*** Opening RECORDS PROVIDED ***
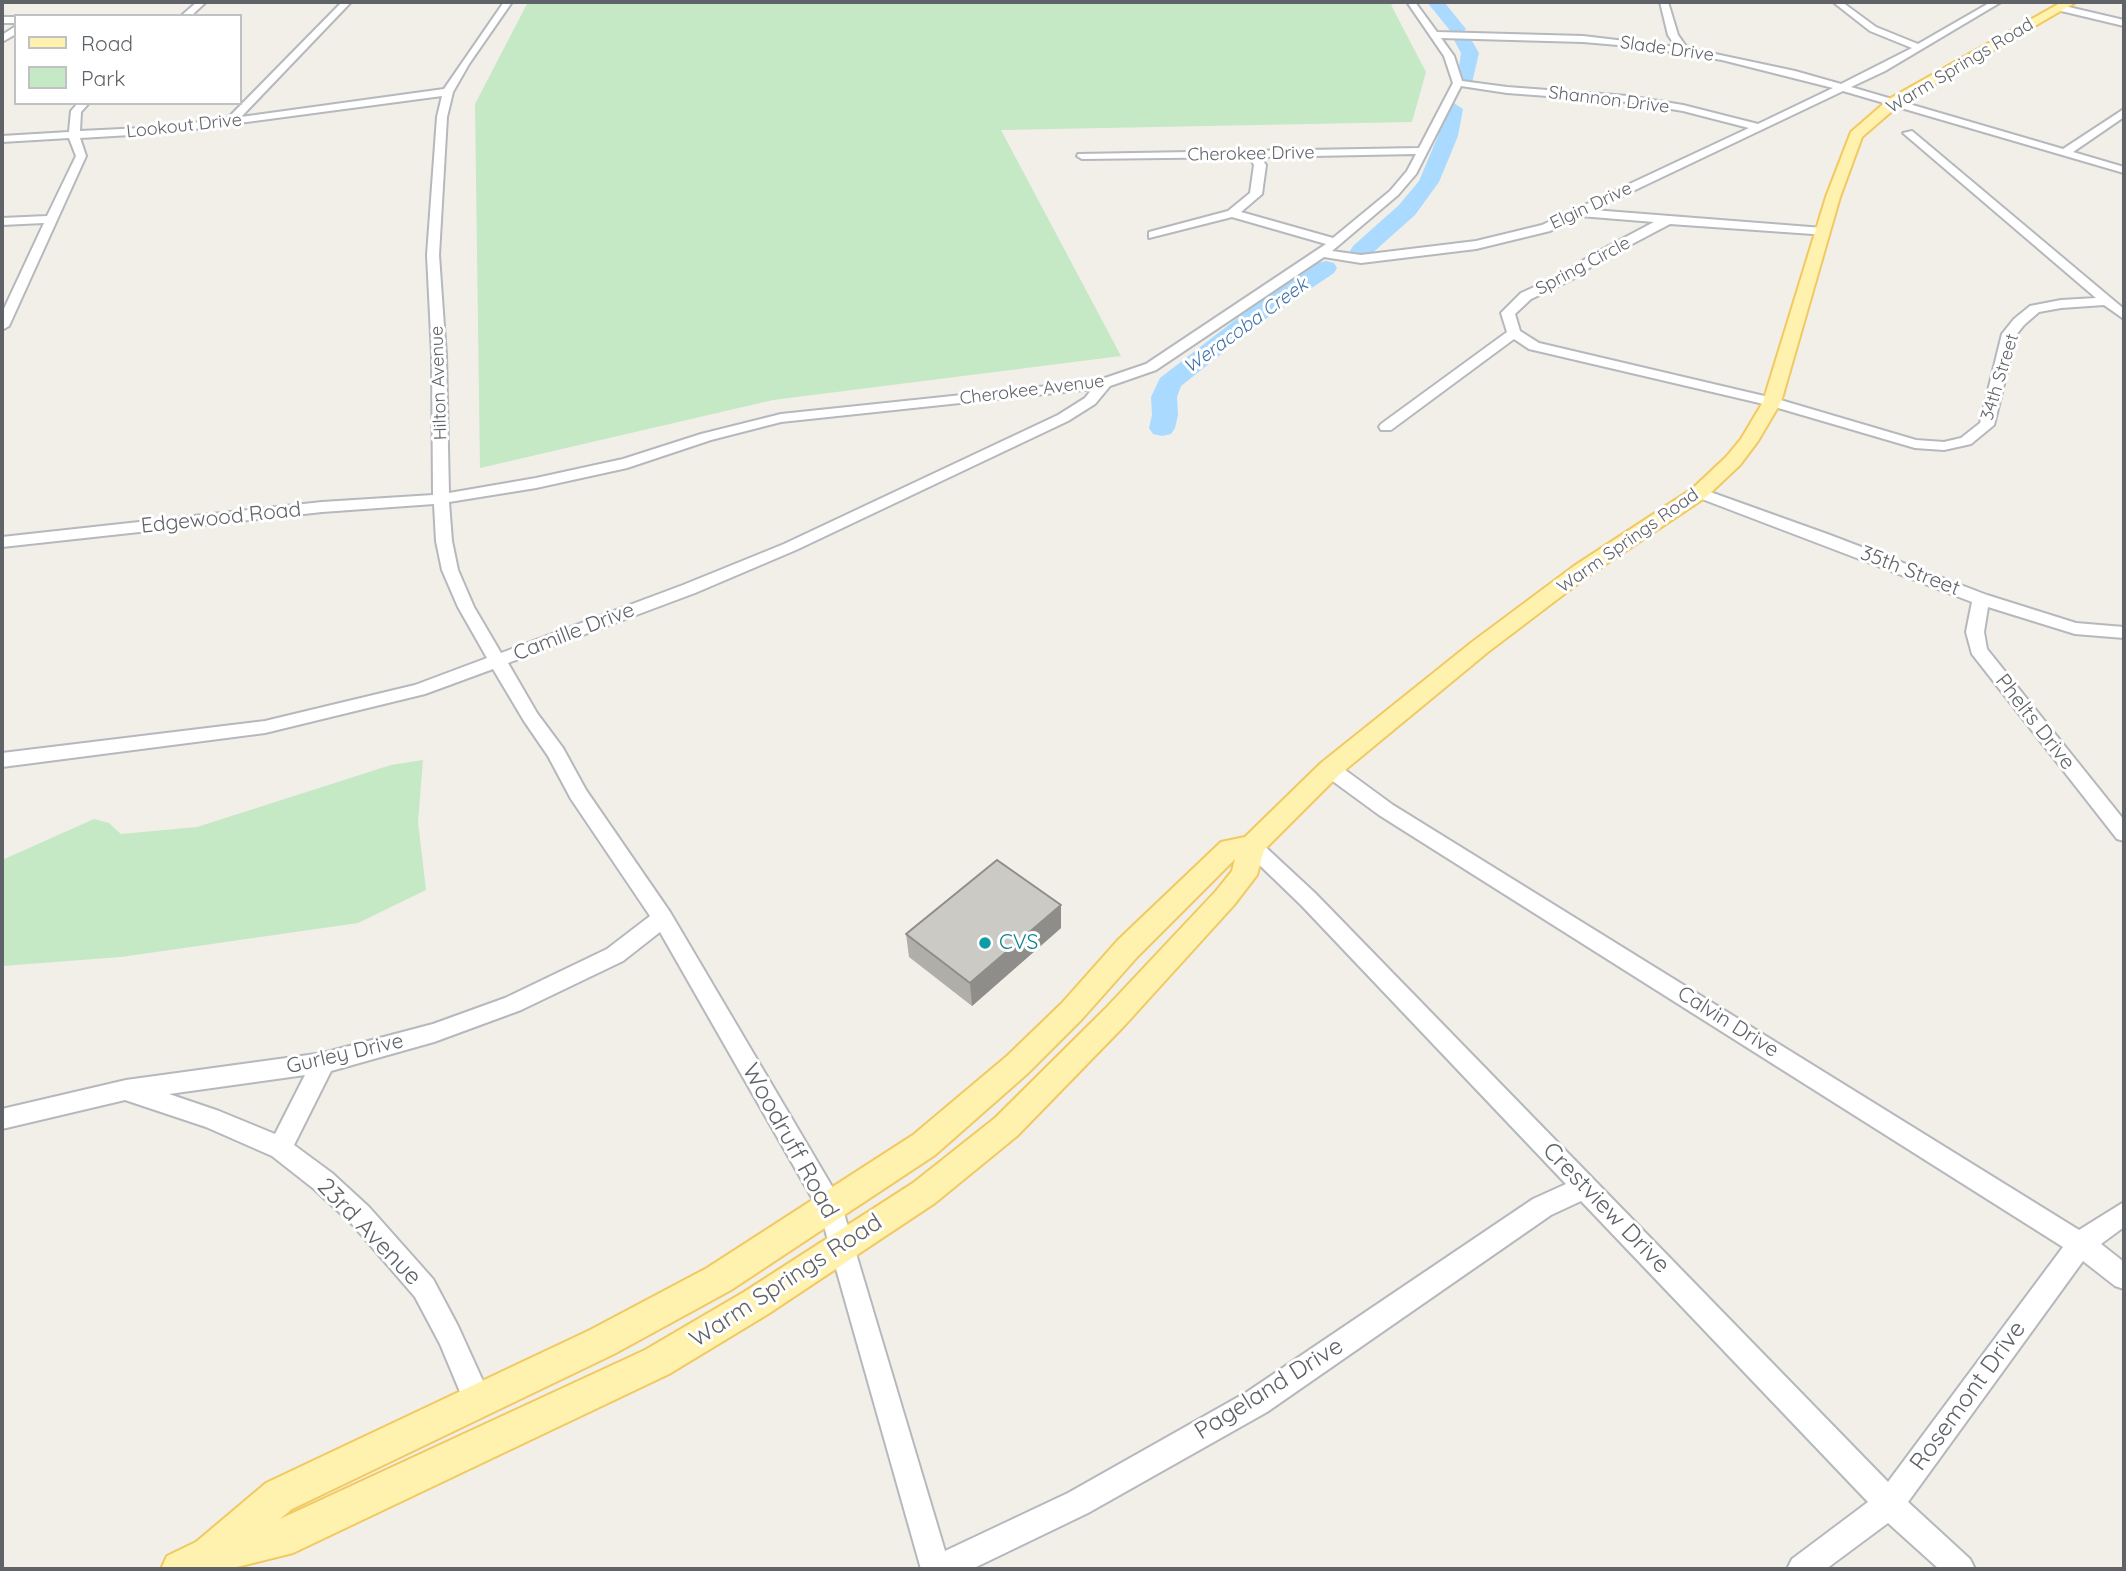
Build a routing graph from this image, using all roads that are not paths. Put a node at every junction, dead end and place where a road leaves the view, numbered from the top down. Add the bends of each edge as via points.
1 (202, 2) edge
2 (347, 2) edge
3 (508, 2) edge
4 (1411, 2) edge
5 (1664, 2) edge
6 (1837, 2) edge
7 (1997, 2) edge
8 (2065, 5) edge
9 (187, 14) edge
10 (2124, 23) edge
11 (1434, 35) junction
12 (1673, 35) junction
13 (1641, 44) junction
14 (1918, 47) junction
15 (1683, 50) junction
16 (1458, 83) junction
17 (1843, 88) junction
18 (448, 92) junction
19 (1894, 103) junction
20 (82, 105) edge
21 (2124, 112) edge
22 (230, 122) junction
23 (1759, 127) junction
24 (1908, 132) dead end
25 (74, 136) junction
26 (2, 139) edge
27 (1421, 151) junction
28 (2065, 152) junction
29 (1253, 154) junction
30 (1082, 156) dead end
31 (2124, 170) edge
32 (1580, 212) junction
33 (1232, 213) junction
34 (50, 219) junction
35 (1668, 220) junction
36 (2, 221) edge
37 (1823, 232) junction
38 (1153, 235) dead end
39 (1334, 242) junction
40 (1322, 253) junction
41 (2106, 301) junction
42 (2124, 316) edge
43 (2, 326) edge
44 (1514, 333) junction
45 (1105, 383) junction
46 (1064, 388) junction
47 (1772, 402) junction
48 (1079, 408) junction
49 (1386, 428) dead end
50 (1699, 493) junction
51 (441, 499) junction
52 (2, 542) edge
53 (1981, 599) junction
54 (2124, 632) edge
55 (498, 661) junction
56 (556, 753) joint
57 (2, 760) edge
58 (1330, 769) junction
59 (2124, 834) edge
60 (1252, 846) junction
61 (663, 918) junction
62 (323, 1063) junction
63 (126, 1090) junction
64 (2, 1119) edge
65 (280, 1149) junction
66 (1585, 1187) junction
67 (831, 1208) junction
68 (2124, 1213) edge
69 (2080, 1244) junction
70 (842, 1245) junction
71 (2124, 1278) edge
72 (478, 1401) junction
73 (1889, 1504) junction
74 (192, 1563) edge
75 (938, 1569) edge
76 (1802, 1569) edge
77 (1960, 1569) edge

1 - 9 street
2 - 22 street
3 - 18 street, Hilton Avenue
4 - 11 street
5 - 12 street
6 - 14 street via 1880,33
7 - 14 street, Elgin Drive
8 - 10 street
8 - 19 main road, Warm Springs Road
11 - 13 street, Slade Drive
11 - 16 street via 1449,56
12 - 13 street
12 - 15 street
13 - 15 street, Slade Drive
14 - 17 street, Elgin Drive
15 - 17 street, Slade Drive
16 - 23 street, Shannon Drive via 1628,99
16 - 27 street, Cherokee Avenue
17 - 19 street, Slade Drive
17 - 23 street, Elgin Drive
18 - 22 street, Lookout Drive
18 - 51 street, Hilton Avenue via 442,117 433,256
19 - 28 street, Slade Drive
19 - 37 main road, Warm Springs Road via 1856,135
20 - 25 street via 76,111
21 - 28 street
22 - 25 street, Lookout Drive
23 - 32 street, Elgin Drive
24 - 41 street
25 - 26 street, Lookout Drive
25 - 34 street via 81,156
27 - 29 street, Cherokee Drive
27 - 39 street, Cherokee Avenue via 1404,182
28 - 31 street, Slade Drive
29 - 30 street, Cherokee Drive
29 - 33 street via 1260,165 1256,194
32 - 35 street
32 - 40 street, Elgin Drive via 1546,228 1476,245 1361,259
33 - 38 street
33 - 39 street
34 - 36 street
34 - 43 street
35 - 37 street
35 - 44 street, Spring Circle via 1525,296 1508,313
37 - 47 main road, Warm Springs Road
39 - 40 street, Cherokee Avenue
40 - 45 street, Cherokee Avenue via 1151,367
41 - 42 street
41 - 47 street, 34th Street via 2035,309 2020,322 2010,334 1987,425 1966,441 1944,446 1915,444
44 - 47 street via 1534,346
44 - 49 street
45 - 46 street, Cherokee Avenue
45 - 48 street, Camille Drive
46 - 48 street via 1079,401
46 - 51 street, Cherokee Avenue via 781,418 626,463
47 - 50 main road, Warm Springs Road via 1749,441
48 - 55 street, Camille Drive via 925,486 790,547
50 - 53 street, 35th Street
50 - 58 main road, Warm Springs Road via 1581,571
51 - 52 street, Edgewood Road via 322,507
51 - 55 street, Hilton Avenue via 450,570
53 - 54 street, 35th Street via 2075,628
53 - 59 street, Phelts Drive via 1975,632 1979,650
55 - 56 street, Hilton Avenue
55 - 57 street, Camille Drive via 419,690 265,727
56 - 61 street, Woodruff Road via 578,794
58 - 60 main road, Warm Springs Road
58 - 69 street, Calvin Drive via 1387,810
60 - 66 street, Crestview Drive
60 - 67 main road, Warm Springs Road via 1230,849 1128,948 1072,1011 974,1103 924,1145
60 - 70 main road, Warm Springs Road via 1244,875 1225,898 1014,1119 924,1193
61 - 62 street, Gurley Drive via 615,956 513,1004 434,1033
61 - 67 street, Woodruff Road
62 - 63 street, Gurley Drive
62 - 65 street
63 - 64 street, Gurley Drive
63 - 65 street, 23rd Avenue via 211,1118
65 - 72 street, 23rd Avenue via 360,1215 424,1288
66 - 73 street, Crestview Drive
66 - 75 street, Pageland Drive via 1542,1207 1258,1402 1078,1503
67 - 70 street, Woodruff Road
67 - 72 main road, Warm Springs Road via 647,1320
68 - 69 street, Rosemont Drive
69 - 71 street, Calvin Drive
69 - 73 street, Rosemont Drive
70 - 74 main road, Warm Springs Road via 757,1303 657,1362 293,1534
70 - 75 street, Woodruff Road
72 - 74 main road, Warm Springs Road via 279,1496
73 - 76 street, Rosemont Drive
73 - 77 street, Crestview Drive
*** Closing RECORDS PROVIDED ***
**WORK TASK:** Copy each line above exactly, with no images.

**EXERCISE ANSWER:**
Build a routing graph from this image, using all roads that are not paths. Put a node at every junction, dead end and place where a road leaves the view, numbered from the top down. Add the bends of each edge as via points.
1 (202, 2) edge
2 (347, 2) edge
3 (508, 2) edge
4 (1411, 2) edge
5 (1664, 2) edge
6 (1837, 2) edge
7 (1997, 2) edge
8 (2065, 5) edge
9 (187, 14) edge
10 (2124, 23) edge
11 (1434, 35) junction
12 (1673, 35) junction
13 (1641, 44) junction
14 (1918, 47) junction
15 (1683, 50) junction
16 (1458, 83) junction
17 (1843, 88) junction
18 (448, 92) junction
19 (1894, 103) junction
20 (82, 105) edge
21 (2124, 112) edge
22 (230, 122) junction
23 (1759, 127) junction
24 (1908, 132) dead end
25 (74, 136) junction
26 (2, 139) edge
27 (1421, 151) junction
28 (2065, 152) junction
29 (1253, 154) junction
30 (1082, 156) dead end
31 (2124, 170) edge
32 (1580, 212) junction
33 (1232, 213) junction
34 (50, 219) junction
35 (1668, 220) junction
36 (2, 221) edge
37 (1823, 232) junction
38 (1153, 235) dead end
39 (1334, 242) junction
40 (1322, 253) junction
41 (2106, 301) junction
42 (2124, 316) edge
43 (2, 326) edge
44 (1514, 333) junction
45 (1105, 383) junction
46 (1064, 388) junction
47 (1772, 402) junction
48 (1079, 408) junction
49 (1386, 428) dead end
50 (1699, 493) junction
51 (441, 499) junction
52 (2, 542) edge
53 (1981, 599) junction
54 (2124, 632) edge
55 (498, 661) junction
56 (556, 753) joint
57 (2, 760) edge
58 (1330, 769) junction
59 (2124, 834) edge
60 (1252, 846) junction
61 (663, 918) junction
62 (323, 1063) junction
63 (126, 1090) junction
64 (2, 1119) edge
65 (280, 1149) junction
66 (1585, 1187) junction
67 (831, 1208) junction
68 (2124, 1213) edge
69 (2080, 1244) junction
70 (842, 1245) junction
71 (2124, 1278) edge
72 (478, 1401) junction
73 (1889, 1504) junction
74 (192, 1563) edge
75 (938, 1569) edge
76 (1802, 1569) edge
77 (1960, 1569) edge

1 - 9 street
2 - 22 street
3 - 18 street, Hilton Avenue
4 - 11 street
5 - 12 street
6 - 14 street via 1880,33
7 - 14 street, Elgin Drive
8 - 10 street
8 - 19 main road, Warm Springs Road
11 - 13 street, Slade Drive
11 - 16 street via 1449,56
12 - 13 street
12 - 15 street
13 - 15 street, Slade Drive
14 - 17 street, Elgin Drive
15 - 17 street, Slade Drive
16 - 23 street, Shannon Drive via 1628,99
16 - 27 street, Cherokee Avenue
17 - 19 street, Slade Drive
17 - 23 street, Elgin Drive
18 - 22 street, Lookout Drive
18 - 51 street, Hilton Avenue via 442,117 433,256
19 - 28 street, Slade Drive
19 - 37 main road, Warm Springs Road via 1856,135
20 - 25 street via 76,111
21 - 28 street
22 - 25 street, Lookout Drive
23 - 32 street, Elgin Drive
24 - 41 street
25 - 26 street, Lookout Drive
25 - 34 street via 81,156
27 - 29 street, Cherokee Drive
27 - 39 street, Cherokee Avenue via 1404,182
28 - 31 street, Slade Drive
29 - 30 street, Cherokee Drive
29 - 33 street via 1260,165 1256,194
32 - 35 street
32 - 40 street, Elgin Drive via 1546,228 1476,245 1361,259
33 - 38 street
33 - 39 street
34 - 36 street
34 - 43 street
35 - 37 street
35 - 44 street, Spring Circle via 1525,296 1508,313
37 - 47 main road, Warm Springs Road
39 - 40 street, Cherokee Avenue
40 - 45 street, Cherokee Avenue via 1151,367
41 - 42 street
41 - 47 street, 34th Street via 2035,309 2020,322 2010,334 1987,425 1966,441 1944,446 1915,444
44 - 47 street via 1534,346
44 - 49 street
45 - 46 street, Cherokee Avenue
45 - 48 street, Camille Drive
46 - 48 street via 1079,401
46 - 51 street, Cherokee Avenue via 781,418 626,463
47 - 50 main road, Warm Springs Road via 1749,441
48 - 55 street, Camille Drive via 925,486 790,547
50 - 53 street, 35th Street
50 - 58 main road, Warm Springs Road via 1581,571
51 - 52 street, Edgewood Road via 322,507
51 - 55 street, Hilton Avenue via 450,570
53 - 54 street, 35th Street via 2075,628
53 - 59 street, Phelts Drive via 1975,632 1979,650
55 - 56 street, Hilton Avenue
55 - 57 street, Camille Drive via 419,690 265,727
56 - 61 street, Woodruff Road via 578,794
58 - 60 main road, Warm Springs Road
58 - 69 street, Calvin Drive via 1387,810
60 - 66 street, Crestview Drive
60 - 67 main road, Warm Springs Road via 1230,849 1128,948 1072,1011 974,1103 924,1145
60 - 70 main road, Warm Springs Road via 1244,875 1225,898 1014,1119 924,1193
61 - 62 street, Gurley Drive via 615,956 513,1004 434,1033
61 - 67 street, Woodruff Road
62 - 63 street, Gurley Drive
62 - 65 street
63 - 64 street, Gurley Drive
63 - 65 street, 23rd Avenue via 211,1118
65 - 72 street, 23rd Avenue via 360,1215 424,1288
66 - 73 street, Crestview Drive
66 - 75 street, Pageland Drive via 1542,1207 1258,1402 1078,1503
67 - 70 street, Woodruff Road
67 - 72 main road, Warm Springs Road via 647,1320
68 - 69 street, Rosemont Drive
69 - 71 street, Calvin Drive
69 - 73 street, Rosemont Drive
70 - 74 main road, Warm Springs Road via 757,1303 657,1362 293,1534
70 - 75 street, Woodruff Road
72 - 74 main road, Warm Springs Road via 279,1496
73 - 76 street, Rosemont Drive
73 - 77 street, Crestview Drive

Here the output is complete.